— THE PROBLEM —
With pictures left out, extract every line between the start of the records below and the line holding "ring tip: (318, 226)", inclusive.

Segment Start: DATA FOR THIS EXERCISE

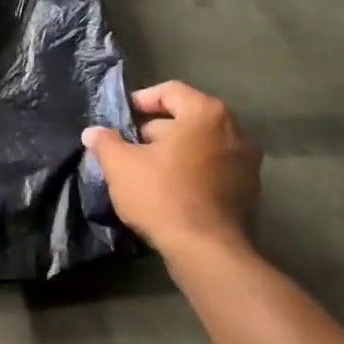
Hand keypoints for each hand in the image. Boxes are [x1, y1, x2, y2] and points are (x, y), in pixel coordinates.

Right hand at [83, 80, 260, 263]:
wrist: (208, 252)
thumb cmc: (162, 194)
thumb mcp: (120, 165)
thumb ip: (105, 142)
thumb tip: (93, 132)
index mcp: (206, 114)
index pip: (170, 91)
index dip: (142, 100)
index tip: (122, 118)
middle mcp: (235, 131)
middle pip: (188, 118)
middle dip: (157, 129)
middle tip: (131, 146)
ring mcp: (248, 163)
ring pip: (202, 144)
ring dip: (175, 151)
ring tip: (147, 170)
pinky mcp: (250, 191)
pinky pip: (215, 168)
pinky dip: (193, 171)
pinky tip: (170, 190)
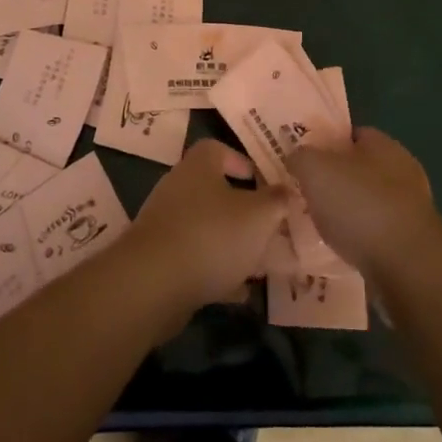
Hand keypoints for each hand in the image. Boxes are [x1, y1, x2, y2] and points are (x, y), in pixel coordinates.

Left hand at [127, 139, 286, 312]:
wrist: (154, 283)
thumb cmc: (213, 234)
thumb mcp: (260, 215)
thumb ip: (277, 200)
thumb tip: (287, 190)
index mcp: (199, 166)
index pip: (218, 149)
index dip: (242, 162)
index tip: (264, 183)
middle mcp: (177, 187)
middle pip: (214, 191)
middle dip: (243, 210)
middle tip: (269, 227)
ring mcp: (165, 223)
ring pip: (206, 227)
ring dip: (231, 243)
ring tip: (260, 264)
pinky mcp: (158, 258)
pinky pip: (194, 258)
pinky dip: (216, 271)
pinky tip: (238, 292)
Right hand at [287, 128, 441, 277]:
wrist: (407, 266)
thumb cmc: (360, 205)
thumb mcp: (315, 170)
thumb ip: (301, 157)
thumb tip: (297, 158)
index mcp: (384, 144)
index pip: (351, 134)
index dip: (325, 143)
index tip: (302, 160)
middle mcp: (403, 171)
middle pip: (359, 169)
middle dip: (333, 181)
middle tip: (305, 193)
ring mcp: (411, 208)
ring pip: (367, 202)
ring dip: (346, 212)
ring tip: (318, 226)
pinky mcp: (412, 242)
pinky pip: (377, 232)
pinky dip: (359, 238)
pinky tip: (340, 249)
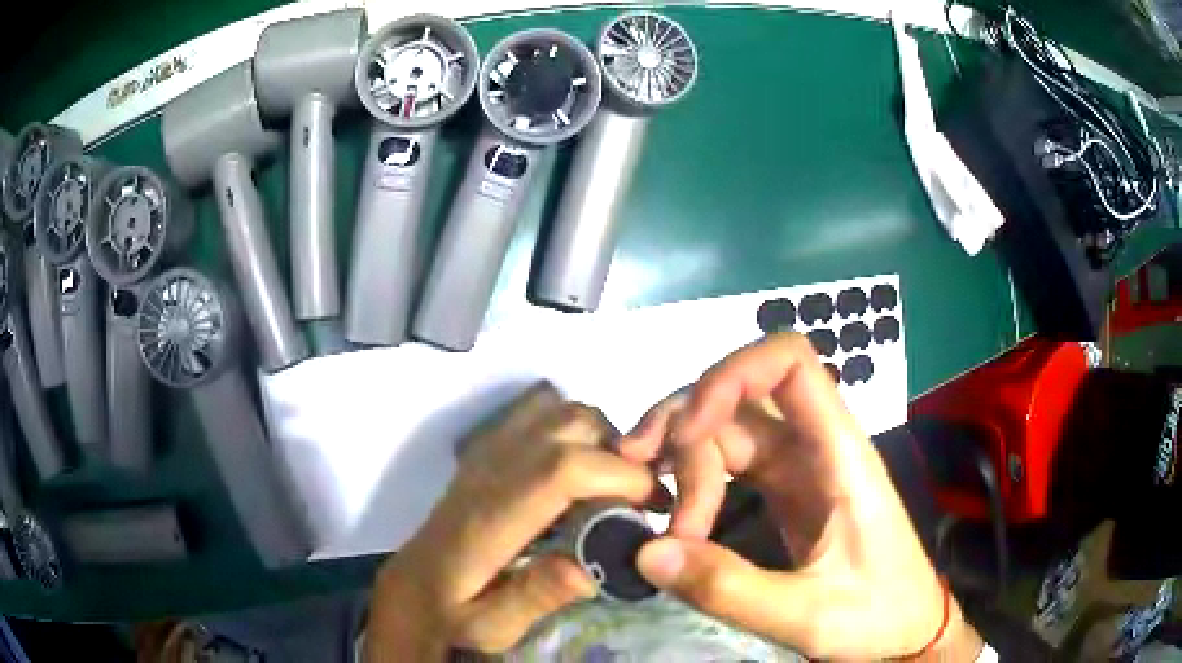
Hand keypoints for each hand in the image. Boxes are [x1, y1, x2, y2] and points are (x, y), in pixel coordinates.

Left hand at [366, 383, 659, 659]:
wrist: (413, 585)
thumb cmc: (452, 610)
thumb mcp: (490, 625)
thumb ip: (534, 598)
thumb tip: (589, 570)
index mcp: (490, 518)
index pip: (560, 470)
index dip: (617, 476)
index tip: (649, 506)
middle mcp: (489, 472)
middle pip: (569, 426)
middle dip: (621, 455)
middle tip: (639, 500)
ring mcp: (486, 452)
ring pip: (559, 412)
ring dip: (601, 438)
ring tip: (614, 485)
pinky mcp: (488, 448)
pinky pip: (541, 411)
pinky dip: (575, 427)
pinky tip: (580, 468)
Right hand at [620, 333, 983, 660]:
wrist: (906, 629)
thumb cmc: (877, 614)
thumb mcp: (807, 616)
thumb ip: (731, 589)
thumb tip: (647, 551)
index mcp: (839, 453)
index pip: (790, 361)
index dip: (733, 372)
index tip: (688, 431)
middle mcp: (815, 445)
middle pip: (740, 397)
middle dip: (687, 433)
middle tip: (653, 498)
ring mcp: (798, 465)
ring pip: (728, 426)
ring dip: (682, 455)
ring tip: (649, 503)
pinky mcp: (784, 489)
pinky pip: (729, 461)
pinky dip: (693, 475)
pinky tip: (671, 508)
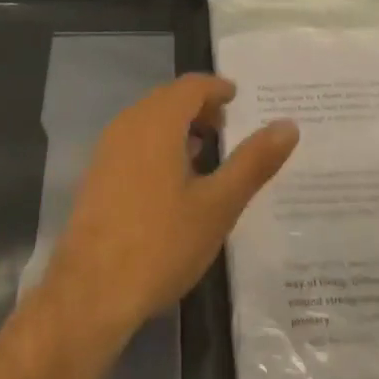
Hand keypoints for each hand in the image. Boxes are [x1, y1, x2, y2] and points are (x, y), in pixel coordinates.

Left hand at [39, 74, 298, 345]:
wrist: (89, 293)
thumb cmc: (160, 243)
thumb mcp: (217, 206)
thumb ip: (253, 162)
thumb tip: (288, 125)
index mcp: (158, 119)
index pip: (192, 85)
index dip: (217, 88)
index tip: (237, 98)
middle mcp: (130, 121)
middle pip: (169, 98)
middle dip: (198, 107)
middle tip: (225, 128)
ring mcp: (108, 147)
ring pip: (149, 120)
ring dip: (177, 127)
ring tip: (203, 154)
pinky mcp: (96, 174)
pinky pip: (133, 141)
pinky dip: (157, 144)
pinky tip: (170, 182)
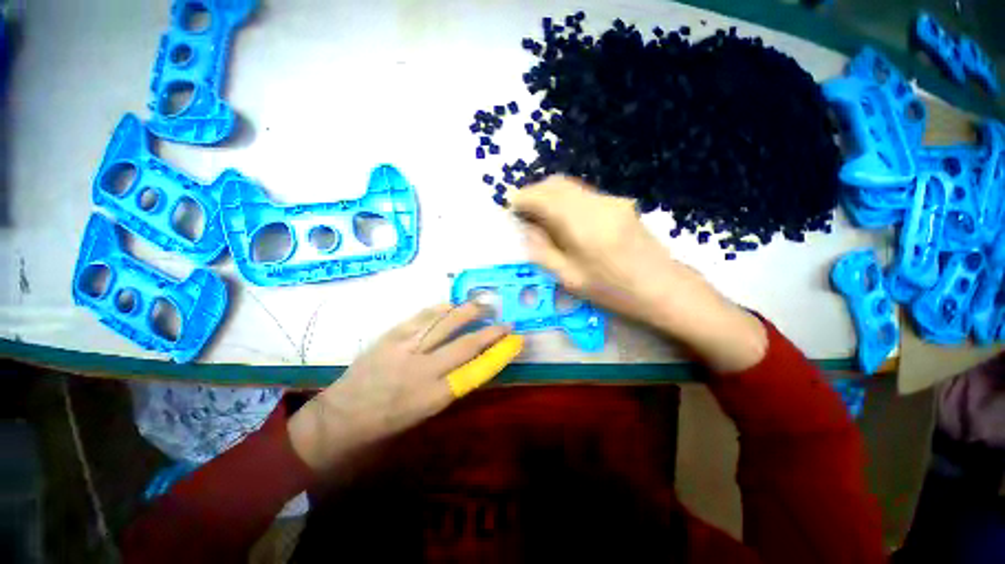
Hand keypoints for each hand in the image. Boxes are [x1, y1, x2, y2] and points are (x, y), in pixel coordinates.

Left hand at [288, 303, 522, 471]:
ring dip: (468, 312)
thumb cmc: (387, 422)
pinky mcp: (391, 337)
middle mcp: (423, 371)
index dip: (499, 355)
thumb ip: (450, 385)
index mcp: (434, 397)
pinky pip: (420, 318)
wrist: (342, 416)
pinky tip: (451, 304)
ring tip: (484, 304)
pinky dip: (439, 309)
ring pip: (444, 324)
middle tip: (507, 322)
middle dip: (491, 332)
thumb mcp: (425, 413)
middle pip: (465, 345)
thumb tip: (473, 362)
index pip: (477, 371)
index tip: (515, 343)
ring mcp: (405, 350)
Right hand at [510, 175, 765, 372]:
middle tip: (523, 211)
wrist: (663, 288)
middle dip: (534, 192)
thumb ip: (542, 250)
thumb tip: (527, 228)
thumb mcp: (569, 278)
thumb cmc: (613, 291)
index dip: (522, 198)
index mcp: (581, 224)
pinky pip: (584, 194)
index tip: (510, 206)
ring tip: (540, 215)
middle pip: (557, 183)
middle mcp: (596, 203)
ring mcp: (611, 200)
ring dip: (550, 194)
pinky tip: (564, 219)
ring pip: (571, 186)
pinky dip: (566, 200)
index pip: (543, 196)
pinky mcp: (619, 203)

Segment End: DATA FOR THIS EXERCISE

— TASK SOLUTION —
Hand keypoints for each hand in the image. Boxes are [x1, y1, x2, y2] and points are (x, y), in pixel coordinates.

Right hand at [83, 80, 260, 263]:
wrist: (208, 252)
thumb cmc: (162, 194)
thumb mcp: (120, 165)
thumb ip: (105, 142)
thumb tip: (93, 132)
index mcp: (206, 114)
index pip: (170, 91)
index dip: (142, 100)
index tip: (122, 118)
middle mcp: (235, 131)
middle pip: (188, 118)
middle dip: (157, 129)
middle tip: (131, 146)
ring mcp: (248, 163)
ring pip: (202, 144)
ring dip: (175, 151)
ring tip: (147, 170)
pinky mcp: (250, 191)
pinky pip: (215, 168)
pinky dip: (193, 171)
pinky tip: (170, 190)
Hand keypoints for each hand in the image. Boxes are [x1, y1, x2, y2] and points are (x, y), in pixel coordinates.

Left hand at [127, 139, 286, 312]:
wrist: (154, 283)
thumb cmc: (213, 234)
thumb mcp: (260, 215)
thumb ip: (277, 200)
thumb tip: (287, 190)
index mcp: (199, 166)
index pip: (218, 149)
index dip: (242, 162)
index tip: (264, 183)
middle mcp: (177, 187)
middle pip: (214, 191)
middle dip: (243, 210)
middle tip: (269, 227)
ring mcp: (165, 223)
ring pip: (206, 227)
ring dip: (231, 243)
ring tip: (260, 264)
pinky mcp: (158, 258)
pinky pip: (194, 258)
pinky dip: (216, 271)
pinky tip: (238, 292)
Right hand at [287, 128, 441, 277]:
wrist: (407, 266)
thumb cmc: (360, 205)
thumb mcp: (315, 170)
thumb ip: (301, 157)
thumb tip: (297, 158)
index mcp: (384, 144)
index pip: (351, 134)
index dip: (325, 143)
index tip: (302, 160)
middle mcp: (403, 171)
middle pip: (359, 169)
middle dip: (333, 181)
middle tip: (305, 193)
ring mcp: (411, 208)
ring pip: (367, 202)
ring dip: (346, 212)
ring tip: (318, 226)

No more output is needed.